- 200 g pork butt, cut into thin, bite-sized slices (you can substitute other protein of your choice)
- 1 Tbsp soy sauce
- 1 Tbsp water
- 1 Tbsp oyster sauce
- 2 tsp soy sauce
- 2 tsp fish sauce
- 1 tsp Golden Mountain Sauce
- 1 ½ tsp black soy sauce
- Vegetable oil for sauteing
- 4 cloves Garlic
- 2 eggs
- 200 g Chinese broccoli
- 400 g fresh egg noodles, large size, pre-cooked
- 2 tsp sugar
- A dash White pepper
- Spicy chili peppers of your choice, you can use Thai chilies, serranos, or habaneros.
- 2 cloves garlic
- White vinegar, ¼-½ cup as needed to blend
Combine the pork, 1 Tbsp soy sauce, and 1 Tbsp water and stir to mix well. Let marinade for at least 15 minutes.
Meanwhile, make the chili vinegar: Cut the chilies in half lengthwise and if you want to reduce the heat, remove the seeds and pith. Place the chilies on a foil-lined baking sheet, cut-side down, along with the garlic cloves and broil under high heat until the chilies are charred and the garlic cloves are browned. This only takes a few minutes so keep an eye on them, and you may need to remove the garlic first. Transfer the chilies and garlic to the blender, add 1/4 cup of vinegar and blend until there are no more chunks, adding more vinegar as needed to get a thin, runny sauce. You can store the chili vinegar in the fridge for up to 6 months.
Combine all sauce ingredients together in a small bowl.
In a wok, heat just enough oil to cover the bottom until hot. Add the pork and spread them out into one layer, then let the pieces sear until browned on one side. Once browned, stir the pork and continue to saute over high heat until the pork is fully cooked. (If you have the patience, you can flip all the pork pieces and let them brown on the other side…I just never have that much patience with them!). Remove and set aside in a bowl.
Wipe the wok with paper towel to get rid of any liquid left over from cooking the pork, then add a little more oil to the wok. Add the garlic, turn the heat on to medium and saute until the smallest pieces start to turn golden. Add the eggs, break the yolks, and turn the heat up to medium high and let the eggs set about half way. Scramble the egss briefly, then add the Chinese broccoli and toss for 20 seconds just to wilt.

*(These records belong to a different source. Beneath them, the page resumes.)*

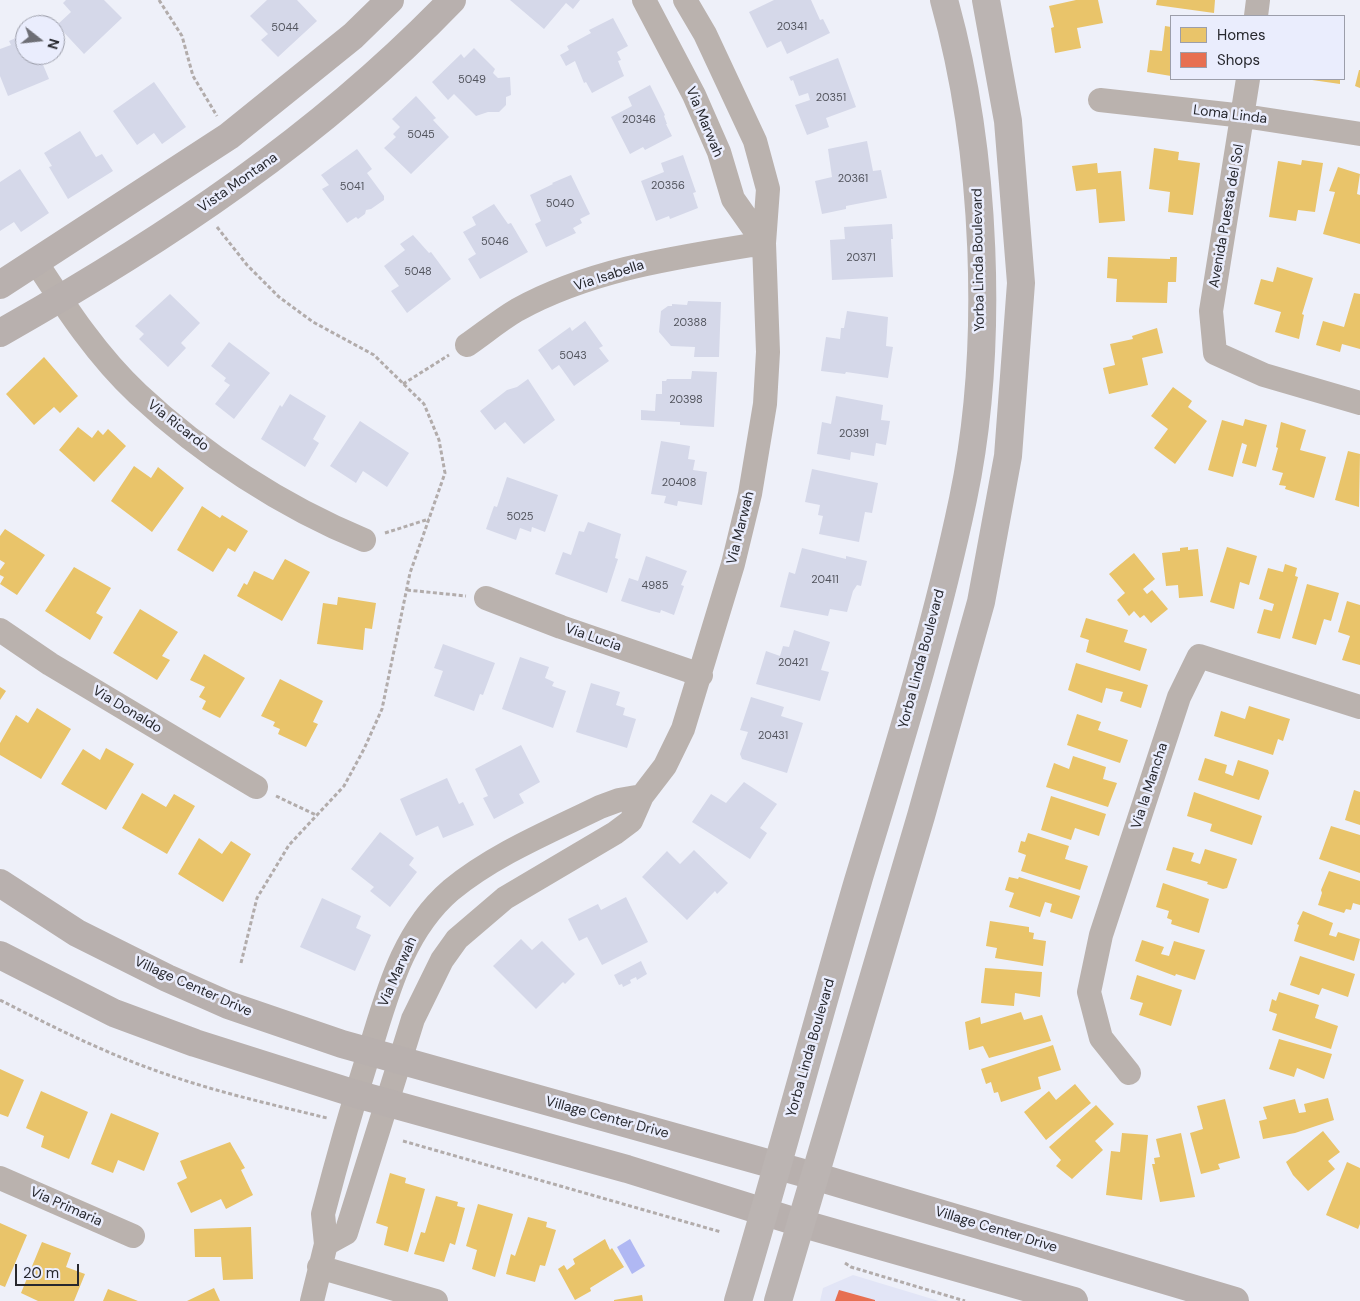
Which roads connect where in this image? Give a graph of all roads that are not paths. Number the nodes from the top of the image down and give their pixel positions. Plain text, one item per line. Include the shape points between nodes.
1 (390, 0) edge
2 (452, 0) edge
3 (644, 0) edge
4 (685, 0) edge
5 (944, 0) edge
6 (986, 0) edge
7 (1258, 0) edge
8 (1256, 15) edge
9 (1248, 80) edge
10 (1100, 100) dead end
11 (1244, 116) junction
12 (1360, 134) edge
13 (764, 243) junction
14 (36, 262) junction
15 (0, 285) edge
16 (60, 298) junction
17 (0, 333) edge
18 (467, 345) road end
19 (1360, 403) edge
20 (364, 540) road end
21 (486, 598) road end
22 (0, 630) edge
23 (701, 675) junction
24 (1360, 707) edge
25 (256, 787) road end
26 (642, 796) junction
27 (0, 883) edge
28 (0, 955) edge
29 (369, 1051) junction
30 (401, 1060) junction
31 (1129, 1073) dead end
32 (356, 1094) junction
33 (388, 1103) junction
34 (778, 1165) junction
35 (814, 1176) junction
36 (0, 1178) edge
37 (764, 1212) junction
38 (800, 1223) junction
39 (132, 1236) dead end
40 (326, 1244) junction
41 (319, 1266) junction
42 (312, 1301) edge
43 (436, 1301) edge
44 (738, 1301) edge
45 (778, 1301) edge
46 (1074, 1301) edge
47 (1235, 1301) edge

1 - 14 main road via 353,36 229,136
2 - 16 main road, Vista Montana via 333,112 253,174
3 - 13 street, Via Marwah via 694,95 719,152 733,199
4 - 13 street, Via Marwah via 709,42 755,141 768,189
5 - 34 main road, Yorba Linda Boulevard via 956,44 976,173 982,307 976,414 964,498 924,658
6 - 35 main road via 1008,121 1020,283 1008,456 981,602
7 - 8 street
9 - 11 street, Avenida Puesta del Sol
10 - 11 street, Loma Linda
11 - 12 street, Loma Linda
11 - 19 street, Avenida Puesta del Sol via 1211,311 1215,353 1264,375
13 - 18 street, Via Isabella via 658,260 591,280 518,310
13 - 23 street, Via Marwah via 768,352 765,404 750,494
14 - 15 main road
14 - 16 street, Via Ricardo
16 - 17 main road, Vista Montana
16 - 20 street, Via Ricardo via 87,337 137,393 184,432 280,499 320,522
21 - 23 street, Via Lucia
22 - 25 street, Via Donaldo via 50,664
23 - 26 street, Via Marwah via 683,729 665,766
24 - 31 street, Via la Mancha via 1199,656 1179,697 1101,934 1089,992 1101,1038
26 - 29 street, Via Marwah via 619,800 591,812 486,865 450,891 409,943 385,996
26 - 30 street, Via Marwah via 630,821 615,834 505,898 457,939 430,981 413,1019
27 - 29 main road, Village Center Drive via 77,933 167,978 228,1005
28 - 32 main road via 114,1013 194,1043
29 - 30 main road, Village Center Drive
29 - 32 street, Via Marwah
30 - 33 street, Via Marwah
30 - 34 main road, Village Center Drive
32 - 33 main road
32 - 40 street, Via Marwah via 323,1214
33 - 37 main road
33 - 40 street, Via Marwah via 346,1233
34 - 35 main road, Village Center Drive
34 - 37 main road, Yorba Linda Boulevard
35 - 38 main road
35 - 47 main road, Village Center Drive
36 - 39 street, Via Primaria
37 - 38 main road
37 - 44 main road, Yorba Linda Boulevard
38 - 45 main road
38 - 46 main road
40 - 41 street, Via Marwah
41 - 42 street, Via Marwah
41 - 43 street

Add the noodles, the mixed sauce, and sugar; turn the heat to high and toss until the noodles are thoroughly mixed with the sauce.
Once noodles are well coated, let them sit in the wok without stirring until some of the noodles on the bottom start to toast and turn brown; the timing for this will differ depending on the heat of your stove and the size of your wok, but it could be as fast as 15 seconds if you’ve got a high BTU stove. Stir the noodles, then let it sit again to toast some more; do this a few times until the noodles are toasted to your liking. Add the pork back into the pan, along with any juices that has collected in the bowl, and toss for 30 more seconds until well combined and the noodles are dry.
Plate the noodles and sprinkle a little ground white pepper on top, then drizzle with a little of the chili vinegar. Enjoy!